**ACTIVITY:**
Each record below should be output verbatim, without pictures.

- Opening Delimiter -

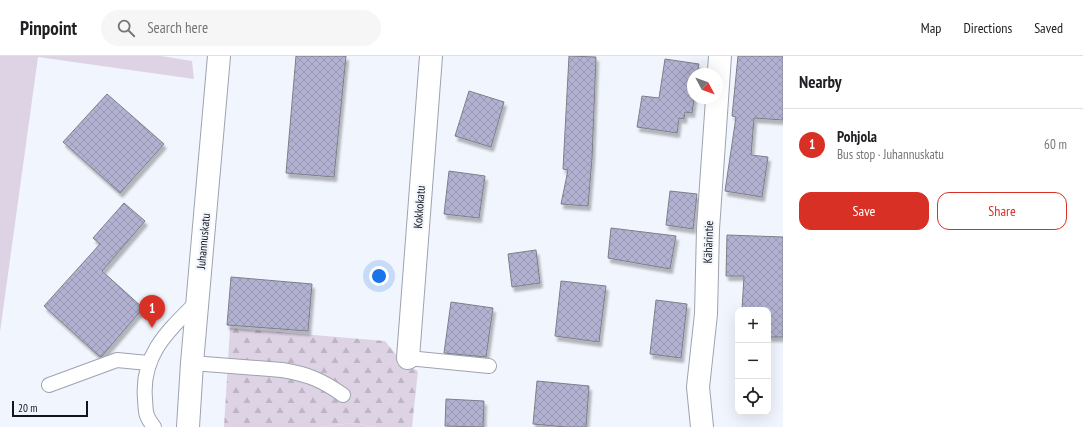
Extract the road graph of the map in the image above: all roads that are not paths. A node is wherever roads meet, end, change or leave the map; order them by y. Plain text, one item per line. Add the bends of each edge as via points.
1 (219, 56) edge
2 (431, 56) edge
3 (720, 56) edge
4 (198, 301) junction
5 (408, 358) joint
6 (148, 363) junction
7 (192, 363) junction
8 (490, 366) dead end
9 (49, 385) dead end
10 (343, 395) dead end
11 (154, 427) edge
12 (188, 427) edge
13 (702, 427) edge

1 - 4 street, Juhannuskatu
2 - 5 street, Kokkokatu
3 - 13 street, Kähärintie via 708,229 706,314 698,387
4 - 6 lane via 168,330
4 - 7 street, Juhannuskatu
5 - 8 lane
6 - 9 lane via 117,360
6 - 11 lane via 144,386 145,409 146,417
7 - 10 lane via 296,372 313,377
7 - 12 street, Juhannuskatu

- Closing Delimiter -

**FINAL ANSWER:**
Extract the road graph of the map in the image above: all roads that are not paths. A node is wherever roads meet, end, change or leave the map; order them by y. Plain text, one item per line. Add the bends of each edge as via points.
1 (219, 56) edge
2 (431, 56) edge
3 (720, 56) edge
4 (198, 301) junction
5 (408, 358) joint
6 (148, 363) junction
7 (192, 363) junction
8 (490, 366) dead end
9 (49, 385) dead end
10 (343, 395) dead end
11 (154, 427) edge
12 (188, 427) edge
13 (702, 427) edge

1 - 4 street, Juhannuskatu
2 - 5 street, Kokkokatu
3 - 13 street, Kähärintie via 708,229 706,314 698,387
4 - 6 lane via 168,330
4 - 7 street, Juhannuskatu
5 - 8 lane
6 - 9 lane via 117,360
6 - 11 lane via 144,386 145,409 146,417
7 - 10 lane via 296,372 313,377
7 - 12 street, Juhannuskatu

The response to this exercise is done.